[Start of section]
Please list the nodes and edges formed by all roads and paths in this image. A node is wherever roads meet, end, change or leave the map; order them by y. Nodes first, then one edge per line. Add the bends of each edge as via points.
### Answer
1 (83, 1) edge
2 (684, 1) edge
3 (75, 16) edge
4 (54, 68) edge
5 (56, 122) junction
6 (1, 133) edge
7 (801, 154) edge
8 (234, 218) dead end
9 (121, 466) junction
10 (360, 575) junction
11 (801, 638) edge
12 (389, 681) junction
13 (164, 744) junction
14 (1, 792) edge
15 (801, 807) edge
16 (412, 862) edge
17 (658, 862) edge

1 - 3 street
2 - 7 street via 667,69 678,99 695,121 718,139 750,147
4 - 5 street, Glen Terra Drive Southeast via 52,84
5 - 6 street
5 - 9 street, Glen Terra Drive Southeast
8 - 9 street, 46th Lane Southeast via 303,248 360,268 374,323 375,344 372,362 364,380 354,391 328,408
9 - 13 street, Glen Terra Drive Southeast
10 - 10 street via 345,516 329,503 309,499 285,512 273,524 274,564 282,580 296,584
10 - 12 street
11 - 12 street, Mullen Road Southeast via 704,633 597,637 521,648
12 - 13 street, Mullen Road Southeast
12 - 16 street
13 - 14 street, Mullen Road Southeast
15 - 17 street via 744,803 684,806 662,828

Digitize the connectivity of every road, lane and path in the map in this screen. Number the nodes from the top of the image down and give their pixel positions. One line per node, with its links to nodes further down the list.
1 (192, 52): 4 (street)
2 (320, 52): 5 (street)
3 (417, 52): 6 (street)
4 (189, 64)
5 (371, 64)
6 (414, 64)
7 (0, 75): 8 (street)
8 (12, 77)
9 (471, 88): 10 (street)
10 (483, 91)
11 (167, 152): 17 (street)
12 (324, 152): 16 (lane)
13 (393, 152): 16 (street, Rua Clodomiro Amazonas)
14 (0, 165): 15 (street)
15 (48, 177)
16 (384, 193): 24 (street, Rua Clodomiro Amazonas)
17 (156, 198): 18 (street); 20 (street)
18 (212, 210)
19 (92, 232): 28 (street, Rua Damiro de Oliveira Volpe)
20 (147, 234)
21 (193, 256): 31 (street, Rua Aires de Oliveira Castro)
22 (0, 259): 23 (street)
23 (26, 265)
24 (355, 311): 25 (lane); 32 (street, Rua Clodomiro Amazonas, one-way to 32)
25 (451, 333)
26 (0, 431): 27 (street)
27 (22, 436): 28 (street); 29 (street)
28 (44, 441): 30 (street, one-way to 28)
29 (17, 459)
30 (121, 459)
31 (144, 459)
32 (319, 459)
[End of section]
— Work order —
In your reply, write out all of the material exactly as it was given.

— Final answer —
Please list the nodes and edges formed by all roads and paths in this image. A node is wherever roads meet, end, change or leave the map; order them by y. Nodes first, then one edge per line. Add the bends of each edge as via points.
### Answer
1 (83, 1) edge
2 (684, 1) edge
3 (75, 16) edge
4 (54, 68) edge
5 (56, 122) junction
6 (1, 133) edge
7 (801, 154) edge
8 (234, 218) dead end
9 (121, 466) junction
10 (360, 575) junction
11 (801, 638) edge
12 (389, 681) junction
13 (164, 744) junction
14 (1, 792) edge
15 (801, 807) edge
16 (412, 862) edge
17 (658, 862) edge

1 - 3 street
2 - 7 street via 667,69 678,99 695,121 718,139 750,147
4 - 5 street, Glen Terra Drive Southeast via 52,84
5 - 6 street
5 - 9 street, Glen Terra Drive Southeast
8 - 9 street, 46th Lane Southeast via 303,248 360,268 374,323 375,344 372,362 364,380 354,391 328,408
9 - 13 street, Glen Terra Drive Southeast
10 - 10 street via 345,516 329,503 309,499 285,512 273,524 274,564 282,580 296,584
10 - 12 street
11 - 12 street, Mullen Road Southeast via 704,633 597,637 521,648
12 - 13 street, Mullen Road Southeast
12 - 16 street
13 - 14 street, Mullen Road Southeast
15 - 17 street via 744,803 684,806 662,828

Digitize the connectivity of every road, lane and path in the map in this screen. Number the nodes from the top of the image down and give their pixel positions. One line per node, with its links to nodes further down the list.
1 (192, 52): 4 (street)
2 (320, 52): 5 (street)
3 (417, 52): 6 (street)
4 (189, 64)
5 (371, 64)
6 (414, 64)
7 (0, 75): 8 (street)
8 (12, 77)
9 (471, 88): 10 (street)
10 (483, 91)
11 (167, 152): 17 (street)
12 (324, 152): 16 (lane)
13 (393, 152): 16 (street, Rua Clodomiro Amazonas)
14 (0, 165): 15 (street)
15 (48, 177)
16 (384, 193): 24 (street, Rua Clodomiro Amazonas)
17 (156, 198): 18 (street); 20 (street)
18 (212, 210)
19 (92, 232): 28 (street, Rua Damiro de Oliveira Volpe)
20 (147, 234)
21 (193, 256): 31 (street, Rua Aires de Oliveira Castro)
22 (0, 259): 23 (street)
23 (26, 265)
24 (355, 311): 25 (lane); 32 (street, Rua Clodomiro Amazonas, one-way to 32)
25 (451, 333)
26 (0, 431): 27 (street)
27 (22, 436): 28 (street); 29 (street)
28 (44, 441): 30 (street, one-way to 28)
29 (17, 459)
30 (121, 459)
31 (144, 459)
32 (319, 459)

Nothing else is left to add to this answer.